Pancoast tumor is a cancer of the upper lung that manifests itself with specific neurological symptoms. Morphologically, it is a non-small cell carcinoma – often, histology reveals adenocarcinoma or squamous cell carcinoma. A growing tumor can compress or grow into the brachiocephalic vein, subclavian artery, phrenic nerve, recurrent laryngeal nerve, and vagus nerve. A compression or germination of the stellate ganglion is also typical for Pancoast tumor. When sympathetic fibers are involved in the pathological process from the level of the superior cervical ganglion to the Th1 segment, the patient develops Horner’s syndrome. The pathognomonic symptoms of Pancoast tumor are due to the apical localization of the tumor, destruction of the upper chest aperture, tumor infiltration of the brachial plexus and stellate ganglion. Specific signs of Pancoast tumor occur against the background of cancer intoxication (malaise, weight loss, fever) and paraneoplastic disorders. X-ray of the lungs helps to reveal darkening in the area of the upper groove, thickening of the pleura at the top of the lung.

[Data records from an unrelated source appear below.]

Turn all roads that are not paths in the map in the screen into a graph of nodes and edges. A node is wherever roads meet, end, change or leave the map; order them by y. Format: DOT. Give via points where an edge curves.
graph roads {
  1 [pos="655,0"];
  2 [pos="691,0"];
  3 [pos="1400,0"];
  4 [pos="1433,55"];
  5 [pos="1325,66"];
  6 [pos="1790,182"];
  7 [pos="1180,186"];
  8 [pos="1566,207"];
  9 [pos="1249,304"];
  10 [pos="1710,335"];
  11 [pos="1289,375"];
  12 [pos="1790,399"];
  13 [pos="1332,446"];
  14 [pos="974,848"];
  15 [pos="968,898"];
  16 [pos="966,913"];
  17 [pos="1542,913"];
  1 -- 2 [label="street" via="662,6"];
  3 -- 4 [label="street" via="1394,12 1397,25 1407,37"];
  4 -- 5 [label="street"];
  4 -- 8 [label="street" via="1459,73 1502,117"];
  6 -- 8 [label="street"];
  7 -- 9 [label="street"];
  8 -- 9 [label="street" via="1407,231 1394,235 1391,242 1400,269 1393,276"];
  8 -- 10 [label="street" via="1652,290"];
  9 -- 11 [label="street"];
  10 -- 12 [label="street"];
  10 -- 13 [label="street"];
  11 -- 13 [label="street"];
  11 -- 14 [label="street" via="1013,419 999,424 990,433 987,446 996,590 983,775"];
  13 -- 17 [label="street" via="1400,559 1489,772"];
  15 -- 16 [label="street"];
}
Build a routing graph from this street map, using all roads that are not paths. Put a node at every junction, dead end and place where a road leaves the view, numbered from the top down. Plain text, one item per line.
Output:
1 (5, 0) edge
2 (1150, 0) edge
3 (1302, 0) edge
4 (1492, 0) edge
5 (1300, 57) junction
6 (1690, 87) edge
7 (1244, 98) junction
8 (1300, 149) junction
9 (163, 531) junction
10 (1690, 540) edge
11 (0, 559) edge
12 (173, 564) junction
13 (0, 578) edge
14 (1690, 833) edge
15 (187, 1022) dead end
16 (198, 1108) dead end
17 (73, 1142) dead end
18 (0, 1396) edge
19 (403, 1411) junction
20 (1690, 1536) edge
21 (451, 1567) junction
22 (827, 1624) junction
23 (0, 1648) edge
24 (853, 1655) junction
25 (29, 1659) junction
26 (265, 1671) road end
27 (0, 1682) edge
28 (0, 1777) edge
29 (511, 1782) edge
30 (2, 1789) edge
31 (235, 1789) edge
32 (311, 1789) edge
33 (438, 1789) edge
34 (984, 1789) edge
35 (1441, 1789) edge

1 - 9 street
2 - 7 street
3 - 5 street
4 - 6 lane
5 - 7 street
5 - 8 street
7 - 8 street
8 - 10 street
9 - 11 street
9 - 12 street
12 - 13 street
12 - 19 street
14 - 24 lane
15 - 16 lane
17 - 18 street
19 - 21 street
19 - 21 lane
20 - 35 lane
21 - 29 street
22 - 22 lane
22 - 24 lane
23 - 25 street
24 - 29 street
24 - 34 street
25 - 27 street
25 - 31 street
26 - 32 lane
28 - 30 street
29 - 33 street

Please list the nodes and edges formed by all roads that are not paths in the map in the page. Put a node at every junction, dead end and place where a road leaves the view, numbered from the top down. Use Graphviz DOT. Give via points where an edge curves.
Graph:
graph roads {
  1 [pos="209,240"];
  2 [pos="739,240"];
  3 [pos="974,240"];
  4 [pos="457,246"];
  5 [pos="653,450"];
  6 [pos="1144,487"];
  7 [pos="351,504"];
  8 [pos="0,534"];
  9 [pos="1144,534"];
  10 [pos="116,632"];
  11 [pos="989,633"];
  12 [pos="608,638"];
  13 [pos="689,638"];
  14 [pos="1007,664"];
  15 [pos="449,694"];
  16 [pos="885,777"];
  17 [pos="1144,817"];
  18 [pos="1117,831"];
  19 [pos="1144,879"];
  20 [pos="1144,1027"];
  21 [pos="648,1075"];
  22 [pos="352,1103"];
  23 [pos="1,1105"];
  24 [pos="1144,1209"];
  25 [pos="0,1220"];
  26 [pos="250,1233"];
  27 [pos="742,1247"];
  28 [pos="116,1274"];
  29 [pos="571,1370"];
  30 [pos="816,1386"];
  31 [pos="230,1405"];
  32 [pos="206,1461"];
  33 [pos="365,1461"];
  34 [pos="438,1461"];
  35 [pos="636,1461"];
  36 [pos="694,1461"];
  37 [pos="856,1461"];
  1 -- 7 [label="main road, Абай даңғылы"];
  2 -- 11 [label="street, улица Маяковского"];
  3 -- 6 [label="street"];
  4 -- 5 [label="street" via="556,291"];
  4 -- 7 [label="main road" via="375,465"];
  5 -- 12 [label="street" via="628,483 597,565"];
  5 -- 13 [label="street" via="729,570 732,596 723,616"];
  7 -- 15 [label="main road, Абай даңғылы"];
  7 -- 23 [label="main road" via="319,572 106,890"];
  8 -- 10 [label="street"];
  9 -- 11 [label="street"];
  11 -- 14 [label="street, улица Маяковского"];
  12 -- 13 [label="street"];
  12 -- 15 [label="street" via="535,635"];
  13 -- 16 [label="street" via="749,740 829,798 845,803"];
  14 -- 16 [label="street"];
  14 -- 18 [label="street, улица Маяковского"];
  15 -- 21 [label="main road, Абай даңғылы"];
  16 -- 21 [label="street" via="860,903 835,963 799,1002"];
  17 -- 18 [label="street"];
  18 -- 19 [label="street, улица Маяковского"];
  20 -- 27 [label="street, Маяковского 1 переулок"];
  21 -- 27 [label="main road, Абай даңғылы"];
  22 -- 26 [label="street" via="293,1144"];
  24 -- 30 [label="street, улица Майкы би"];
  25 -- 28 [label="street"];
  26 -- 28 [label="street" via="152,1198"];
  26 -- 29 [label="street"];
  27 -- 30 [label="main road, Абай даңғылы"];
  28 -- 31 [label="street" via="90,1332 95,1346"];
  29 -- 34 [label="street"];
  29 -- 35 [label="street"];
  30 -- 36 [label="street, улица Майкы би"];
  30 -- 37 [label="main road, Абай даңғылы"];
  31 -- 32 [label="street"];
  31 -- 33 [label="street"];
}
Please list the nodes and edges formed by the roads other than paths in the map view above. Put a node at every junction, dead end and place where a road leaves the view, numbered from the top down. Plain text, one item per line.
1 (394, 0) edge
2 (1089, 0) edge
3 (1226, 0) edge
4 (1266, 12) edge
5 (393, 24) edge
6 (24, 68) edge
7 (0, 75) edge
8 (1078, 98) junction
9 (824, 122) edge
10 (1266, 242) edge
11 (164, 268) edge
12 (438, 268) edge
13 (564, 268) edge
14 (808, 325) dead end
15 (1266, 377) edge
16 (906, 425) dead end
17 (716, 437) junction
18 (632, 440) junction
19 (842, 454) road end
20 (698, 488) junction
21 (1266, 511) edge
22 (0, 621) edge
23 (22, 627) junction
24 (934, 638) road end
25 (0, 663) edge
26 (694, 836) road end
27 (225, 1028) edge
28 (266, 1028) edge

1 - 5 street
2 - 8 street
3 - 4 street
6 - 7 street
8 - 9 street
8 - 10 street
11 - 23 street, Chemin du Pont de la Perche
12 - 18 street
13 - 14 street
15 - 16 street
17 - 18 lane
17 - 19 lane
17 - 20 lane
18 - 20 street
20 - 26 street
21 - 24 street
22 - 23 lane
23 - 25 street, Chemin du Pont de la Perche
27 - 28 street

Moreover, X-rays often found destruction of I-III ribs, lower cervical and upper thoracic vertebrae. With the help of CT or MRI of the lungs, the degree of tumor invasion into the vessels, lymph nodes, ribs, vertebrae, and chest wall tissues is determined (Feneis and Stark, 2017). To assess the involvement of blood vessels, it is possible to perform arterio- or phlebography, or contrast computed tomography. Finally, histological verification of the diagnosis is carried out after transthoracic fine-needle puncture biopsy of the tumor or open biopsy of the lymph nodes. Most often, Pancoast tumor is diagnosed at stage III, which imposes its own specifics on the treatment process. Immediately after the diagnosis is established, it is important to prescribe adequate pain relief to the patient, up to narcotic analgesics. A good analgesic effect comes from a blockade of the scalene muscle. In the practice of oncology, a three-component approach is considered the most acceptable, which includes radiation therapy, chemotherapeutic, and surgical treatment. Neoadjuvant therapy is prescribed to reduce the extent of the tumor and improve operability. Pancoast tumor usually affects men more often than women, and the people in the age between 50 and 60 are the most at risk, especially if they have a long history of smoking (Leonard, 2019).
References
Feneis, J., & Stark, P. (2017). Pancoast tumors.Contemporary Diagnostic Radiology, 40(18), 1–5. Web.
Leonard, J. (2019). Pancoast syndrome: Risk factors, symptoms, and more. Medical News Today. Web.